---- TASK DATA
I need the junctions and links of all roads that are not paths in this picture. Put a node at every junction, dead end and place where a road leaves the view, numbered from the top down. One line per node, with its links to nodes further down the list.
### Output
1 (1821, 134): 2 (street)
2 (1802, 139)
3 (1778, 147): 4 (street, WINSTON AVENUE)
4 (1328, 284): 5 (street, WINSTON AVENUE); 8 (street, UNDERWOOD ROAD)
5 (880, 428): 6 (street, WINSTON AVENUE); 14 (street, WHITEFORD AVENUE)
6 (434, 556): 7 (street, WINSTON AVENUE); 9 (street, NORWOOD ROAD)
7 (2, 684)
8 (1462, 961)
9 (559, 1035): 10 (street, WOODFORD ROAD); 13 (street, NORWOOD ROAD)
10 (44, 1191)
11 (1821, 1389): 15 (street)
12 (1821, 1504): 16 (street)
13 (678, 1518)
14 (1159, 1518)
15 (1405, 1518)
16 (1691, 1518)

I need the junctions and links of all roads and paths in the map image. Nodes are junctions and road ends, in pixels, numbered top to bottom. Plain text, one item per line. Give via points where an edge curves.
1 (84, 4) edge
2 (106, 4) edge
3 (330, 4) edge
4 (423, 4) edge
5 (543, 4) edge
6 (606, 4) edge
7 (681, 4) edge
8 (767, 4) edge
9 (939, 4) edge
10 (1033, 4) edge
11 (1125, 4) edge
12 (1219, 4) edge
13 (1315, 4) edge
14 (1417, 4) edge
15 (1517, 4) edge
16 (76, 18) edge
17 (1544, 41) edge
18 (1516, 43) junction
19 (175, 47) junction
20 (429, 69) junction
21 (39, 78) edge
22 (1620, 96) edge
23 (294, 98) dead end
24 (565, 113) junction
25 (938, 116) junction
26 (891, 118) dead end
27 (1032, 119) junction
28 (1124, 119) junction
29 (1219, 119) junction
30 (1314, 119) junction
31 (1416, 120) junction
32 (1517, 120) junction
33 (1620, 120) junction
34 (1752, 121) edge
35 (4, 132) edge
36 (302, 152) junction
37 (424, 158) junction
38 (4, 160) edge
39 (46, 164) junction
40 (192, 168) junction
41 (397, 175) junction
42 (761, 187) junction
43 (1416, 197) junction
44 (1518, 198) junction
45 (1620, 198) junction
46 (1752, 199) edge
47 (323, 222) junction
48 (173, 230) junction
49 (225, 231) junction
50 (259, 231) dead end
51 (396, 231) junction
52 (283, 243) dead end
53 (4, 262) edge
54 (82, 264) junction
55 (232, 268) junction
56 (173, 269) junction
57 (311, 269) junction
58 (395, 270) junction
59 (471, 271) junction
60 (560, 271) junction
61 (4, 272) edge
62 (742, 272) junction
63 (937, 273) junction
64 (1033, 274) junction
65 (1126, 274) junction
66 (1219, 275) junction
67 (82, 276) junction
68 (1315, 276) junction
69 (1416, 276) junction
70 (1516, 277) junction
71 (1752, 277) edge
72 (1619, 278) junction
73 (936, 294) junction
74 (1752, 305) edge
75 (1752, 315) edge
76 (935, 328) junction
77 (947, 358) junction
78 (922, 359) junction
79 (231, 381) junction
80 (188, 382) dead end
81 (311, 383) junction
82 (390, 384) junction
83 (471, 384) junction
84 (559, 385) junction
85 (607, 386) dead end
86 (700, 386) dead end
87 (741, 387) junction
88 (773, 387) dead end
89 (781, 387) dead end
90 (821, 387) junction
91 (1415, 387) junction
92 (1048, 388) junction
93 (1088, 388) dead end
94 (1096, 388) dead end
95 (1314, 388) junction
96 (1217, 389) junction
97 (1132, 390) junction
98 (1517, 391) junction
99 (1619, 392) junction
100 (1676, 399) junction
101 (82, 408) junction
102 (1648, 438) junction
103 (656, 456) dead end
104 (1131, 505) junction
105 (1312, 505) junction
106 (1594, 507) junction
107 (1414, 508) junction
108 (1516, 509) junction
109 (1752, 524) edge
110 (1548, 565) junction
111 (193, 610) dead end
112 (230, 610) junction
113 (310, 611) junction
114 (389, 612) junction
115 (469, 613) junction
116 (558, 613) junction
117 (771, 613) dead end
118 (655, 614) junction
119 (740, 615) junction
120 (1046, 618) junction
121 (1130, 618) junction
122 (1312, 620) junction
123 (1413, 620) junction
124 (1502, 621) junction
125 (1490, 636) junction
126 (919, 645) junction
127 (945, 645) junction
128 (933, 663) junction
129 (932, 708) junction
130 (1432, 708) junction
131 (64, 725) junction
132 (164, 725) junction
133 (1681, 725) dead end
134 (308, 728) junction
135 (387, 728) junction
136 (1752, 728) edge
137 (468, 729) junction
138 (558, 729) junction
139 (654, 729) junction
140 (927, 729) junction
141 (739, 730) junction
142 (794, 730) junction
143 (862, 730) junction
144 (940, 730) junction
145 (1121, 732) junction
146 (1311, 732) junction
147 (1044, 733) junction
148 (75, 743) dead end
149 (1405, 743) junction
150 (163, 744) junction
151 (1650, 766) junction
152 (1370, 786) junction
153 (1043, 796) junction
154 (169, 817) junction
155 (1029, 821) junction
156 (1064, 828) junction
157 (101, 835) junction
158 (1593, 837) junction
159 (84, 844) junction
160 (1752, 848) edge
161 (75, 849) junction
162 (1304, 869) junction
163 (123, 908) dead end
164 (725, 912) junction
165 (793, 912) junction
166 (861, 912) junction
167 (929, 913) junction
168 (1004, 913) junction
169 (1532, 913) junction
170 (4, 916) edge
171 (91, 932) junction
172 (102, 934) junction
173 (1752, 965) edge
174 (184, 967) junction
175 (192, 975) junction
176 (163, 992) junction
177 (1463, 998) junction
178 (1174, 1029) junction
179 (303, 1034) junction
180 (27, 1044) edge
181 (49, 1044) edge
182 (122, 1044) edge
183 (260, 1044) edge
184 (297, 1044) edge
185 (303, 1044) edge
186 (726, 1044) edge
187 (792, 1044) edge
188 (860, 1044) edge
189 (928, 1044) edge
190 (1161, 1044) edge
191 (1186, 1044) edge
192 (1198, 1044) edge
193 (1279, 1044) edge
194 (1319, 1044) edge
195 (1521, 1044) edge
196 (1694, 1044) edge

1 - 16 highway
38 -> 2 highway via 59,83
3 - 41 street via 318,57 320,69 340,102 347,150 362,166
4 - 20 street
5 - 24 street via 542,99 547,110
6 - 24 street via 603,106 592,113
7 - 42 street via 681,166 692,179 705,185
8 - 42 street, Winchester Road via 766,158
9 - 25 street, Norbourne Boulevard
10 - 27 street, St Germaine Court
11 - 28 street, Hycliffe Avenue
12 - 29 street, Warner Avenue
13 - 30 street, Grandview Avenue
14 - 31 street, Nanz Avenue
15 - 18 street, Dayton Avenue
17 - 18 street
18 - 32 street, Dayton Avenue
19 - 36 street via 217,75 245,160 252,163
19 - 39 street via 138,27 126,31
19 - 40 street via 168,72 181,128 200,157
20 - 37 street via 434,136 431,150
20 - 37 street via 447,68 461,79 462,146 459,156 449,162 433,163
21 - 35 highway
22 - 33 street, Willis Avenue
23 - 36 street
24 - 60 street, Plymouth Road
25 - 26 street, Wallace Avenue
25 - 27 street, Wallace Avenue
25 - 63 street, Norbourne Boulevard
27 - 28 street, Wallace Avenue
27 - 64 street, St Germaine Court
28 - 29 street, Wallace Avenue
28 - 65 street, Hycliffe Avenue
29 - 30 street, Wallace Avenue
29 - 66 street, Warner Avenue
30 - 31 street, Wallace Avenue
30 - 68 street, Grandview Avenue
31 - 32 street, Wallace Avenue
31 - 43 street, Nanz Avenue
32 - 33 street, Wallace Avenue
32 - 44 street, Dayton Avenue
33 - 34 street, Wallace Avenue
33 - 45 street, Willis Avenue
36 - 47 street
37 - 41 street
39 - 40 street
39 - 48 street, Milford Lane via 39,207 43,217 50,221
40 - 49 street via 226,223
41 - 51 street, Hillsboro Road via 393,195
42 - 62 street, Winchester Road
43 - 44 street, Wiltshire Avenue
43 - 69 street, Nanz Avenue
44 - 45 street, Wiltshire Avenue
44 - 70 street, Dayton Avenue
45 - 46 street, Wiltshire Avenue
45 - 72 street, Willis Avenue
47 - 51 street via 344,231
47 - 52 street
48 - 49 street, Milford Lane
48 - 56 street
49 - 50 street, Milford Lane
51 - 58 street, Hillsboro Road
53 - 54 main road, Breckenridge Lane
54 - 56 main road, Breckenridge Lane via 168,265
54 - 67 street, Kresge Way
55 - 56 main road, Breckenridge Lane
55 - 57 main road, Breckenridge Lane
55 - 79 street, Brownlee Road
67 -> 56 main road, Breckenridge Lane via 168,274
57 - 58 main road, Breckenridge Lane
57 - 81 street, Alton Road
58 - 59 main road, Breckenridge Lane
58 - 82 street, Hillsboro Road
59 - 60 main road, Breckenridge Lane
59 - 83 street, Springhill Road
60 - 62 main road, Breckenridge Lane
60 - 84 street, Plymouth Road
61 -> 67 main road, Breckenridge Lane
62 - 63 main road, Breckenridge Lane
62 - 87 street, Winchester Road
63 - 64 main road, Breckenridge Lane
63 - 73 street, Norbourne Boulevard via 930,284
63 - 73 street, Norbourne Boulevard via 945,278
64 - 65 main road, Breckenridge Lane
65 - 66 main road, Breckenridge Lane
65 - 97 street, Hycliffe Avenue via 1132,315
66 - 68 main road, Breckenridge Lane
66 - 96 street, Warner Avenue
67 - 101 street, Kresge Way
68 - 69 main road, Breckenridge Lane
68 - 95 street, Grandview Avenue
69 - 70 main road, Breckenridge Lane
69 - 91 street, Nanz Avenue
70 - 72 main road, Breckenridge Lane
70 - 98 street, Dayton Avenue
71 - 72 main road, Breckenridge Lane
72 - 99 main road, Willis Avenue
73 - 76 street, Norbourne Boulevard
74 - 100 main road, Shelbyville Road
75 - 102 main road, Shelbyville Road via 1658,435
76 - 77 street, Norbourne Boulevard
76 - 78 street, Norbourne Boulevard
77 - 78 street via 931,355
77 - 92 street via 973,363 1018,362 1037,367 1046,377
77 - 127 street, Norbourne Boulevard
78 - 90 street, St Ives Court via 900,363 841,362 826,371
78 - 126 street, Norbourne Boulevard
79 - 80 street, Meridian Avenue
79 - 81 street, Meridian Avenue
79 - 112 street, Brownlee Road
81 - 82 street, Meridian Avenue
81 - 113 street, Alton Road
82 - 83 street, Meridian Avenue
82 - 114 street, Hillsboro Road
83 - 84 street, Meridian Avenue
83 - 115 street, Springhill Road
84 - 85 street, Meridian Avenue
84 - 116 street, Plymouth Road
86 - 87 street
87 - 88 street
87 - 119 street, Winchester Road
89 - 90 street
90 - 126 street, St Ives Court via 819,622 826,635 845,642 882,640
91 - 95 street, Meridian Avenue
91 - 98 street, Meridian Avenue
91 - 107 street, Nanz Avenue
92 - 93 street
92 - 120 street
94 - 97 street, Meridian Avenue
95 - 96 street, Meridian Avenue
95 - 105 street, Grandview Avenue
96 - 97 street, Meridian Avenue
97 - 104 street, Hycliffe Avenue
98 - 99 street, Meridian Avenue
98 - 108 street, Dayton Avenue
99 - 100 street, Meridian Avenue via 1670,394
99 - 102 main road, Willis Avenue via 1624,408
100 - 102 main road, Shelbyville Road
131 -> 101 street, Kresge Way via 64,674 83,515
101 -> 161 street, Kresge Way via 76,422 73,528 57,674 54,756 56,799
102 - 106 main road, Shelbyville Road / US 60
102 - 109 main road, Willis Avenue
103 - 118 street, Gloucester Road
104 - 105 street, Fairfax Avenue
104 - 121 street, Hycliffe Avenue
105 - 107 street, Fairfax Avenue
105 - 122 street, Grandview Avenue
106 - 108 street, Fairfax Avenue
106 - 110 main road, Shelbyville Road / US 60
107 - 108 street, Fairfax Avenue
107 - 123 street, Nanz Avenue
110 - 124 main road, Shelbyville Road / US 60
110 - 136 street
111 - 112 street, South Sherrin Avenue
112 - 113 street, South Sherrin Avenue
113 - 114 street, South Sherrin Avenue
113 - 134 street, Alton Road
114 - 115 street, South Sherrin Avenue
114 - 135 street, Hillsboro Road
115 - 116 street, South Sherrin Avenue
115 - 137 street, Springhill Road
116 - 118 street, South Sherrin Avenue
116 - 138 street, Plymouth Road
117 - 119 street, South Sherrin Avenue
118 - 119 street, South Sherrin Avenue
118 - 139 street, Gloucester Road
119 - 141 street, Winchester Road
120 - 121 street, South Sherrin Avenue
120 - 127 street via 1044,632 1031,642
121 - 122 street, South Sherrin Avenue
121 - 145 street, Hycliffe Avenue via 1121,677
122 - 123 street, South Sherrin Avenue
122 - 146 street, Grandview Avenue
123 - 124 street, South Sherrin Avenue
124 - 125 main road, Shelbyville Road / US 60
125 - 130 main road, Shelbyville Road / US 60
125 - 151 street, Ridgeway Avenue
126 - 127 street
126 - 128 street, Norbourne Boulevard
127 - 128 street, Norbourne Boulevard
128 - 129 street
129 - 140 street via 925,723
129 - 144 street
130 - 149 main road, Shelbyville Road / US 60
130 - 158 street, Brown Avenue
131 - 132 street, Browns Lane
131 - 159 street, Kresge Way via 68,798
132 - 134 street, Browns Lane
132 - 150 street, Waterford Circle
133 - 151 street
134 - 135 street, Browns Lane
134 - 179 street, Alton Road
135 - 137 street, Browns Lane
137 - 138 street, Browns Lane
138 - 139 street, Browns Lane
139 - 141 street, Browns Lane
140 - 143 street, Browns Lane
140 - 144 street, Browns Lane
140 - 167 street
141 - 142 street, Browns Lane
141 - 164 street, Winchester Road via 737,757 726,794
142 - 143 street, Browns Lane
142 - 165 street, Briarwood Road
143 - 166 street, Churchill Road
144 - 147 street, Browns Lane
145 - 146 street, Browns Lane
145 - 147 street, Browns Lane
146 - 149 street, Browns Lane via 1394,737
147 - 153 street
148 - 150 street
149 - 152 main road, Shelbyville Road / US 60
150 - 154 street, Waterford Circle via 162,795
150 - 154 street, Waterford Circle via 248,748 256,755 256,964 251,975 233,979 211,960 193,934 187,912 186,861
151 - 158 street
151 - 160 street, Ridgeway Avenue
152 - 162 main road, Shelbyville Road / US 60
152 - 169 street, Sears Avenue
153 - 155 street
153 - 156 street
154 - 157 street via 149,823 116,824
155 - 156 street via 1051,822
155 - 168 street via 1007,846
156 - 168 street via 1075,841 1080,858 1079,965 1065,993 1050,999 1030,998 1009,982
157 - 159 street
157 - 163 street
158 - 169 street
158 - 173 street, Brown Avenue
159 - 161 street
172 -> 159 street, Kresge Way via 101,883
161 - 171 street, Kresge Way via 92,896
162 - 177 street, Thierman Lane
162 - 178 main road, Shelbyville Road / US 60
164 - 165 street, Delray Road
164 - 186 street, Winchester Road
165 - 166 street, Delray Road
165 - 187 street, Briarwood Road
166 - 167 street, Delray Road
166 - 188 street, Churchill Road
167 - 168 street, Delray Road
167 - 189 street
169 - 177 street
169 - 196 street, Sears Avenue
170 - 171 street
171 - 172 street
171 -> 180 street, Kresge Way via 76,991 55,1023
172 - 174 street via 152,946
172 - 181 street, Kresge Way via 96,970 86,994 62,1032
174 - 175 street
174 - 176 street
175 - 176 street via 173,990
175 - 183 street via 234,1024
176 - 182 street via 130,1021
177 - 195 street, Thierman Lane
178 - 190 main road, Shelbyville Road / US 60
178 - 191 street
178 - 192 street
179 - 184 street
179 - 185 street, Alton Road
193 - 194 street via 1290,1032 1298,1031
--------
BRIEF. Go through the listing, find each line with the word "Dayton", and copy it.

RESULT FOR THIS TASK.
15 - 18 street, Dayton Avenue
18 - 32 street, Dayton Avenue
32 - 44 street, Dayton Avenue
44 - 70 street, Dayton Avenue
70 - 98 street, Dayton Avenue
98 - 108 street, Dayton Avenue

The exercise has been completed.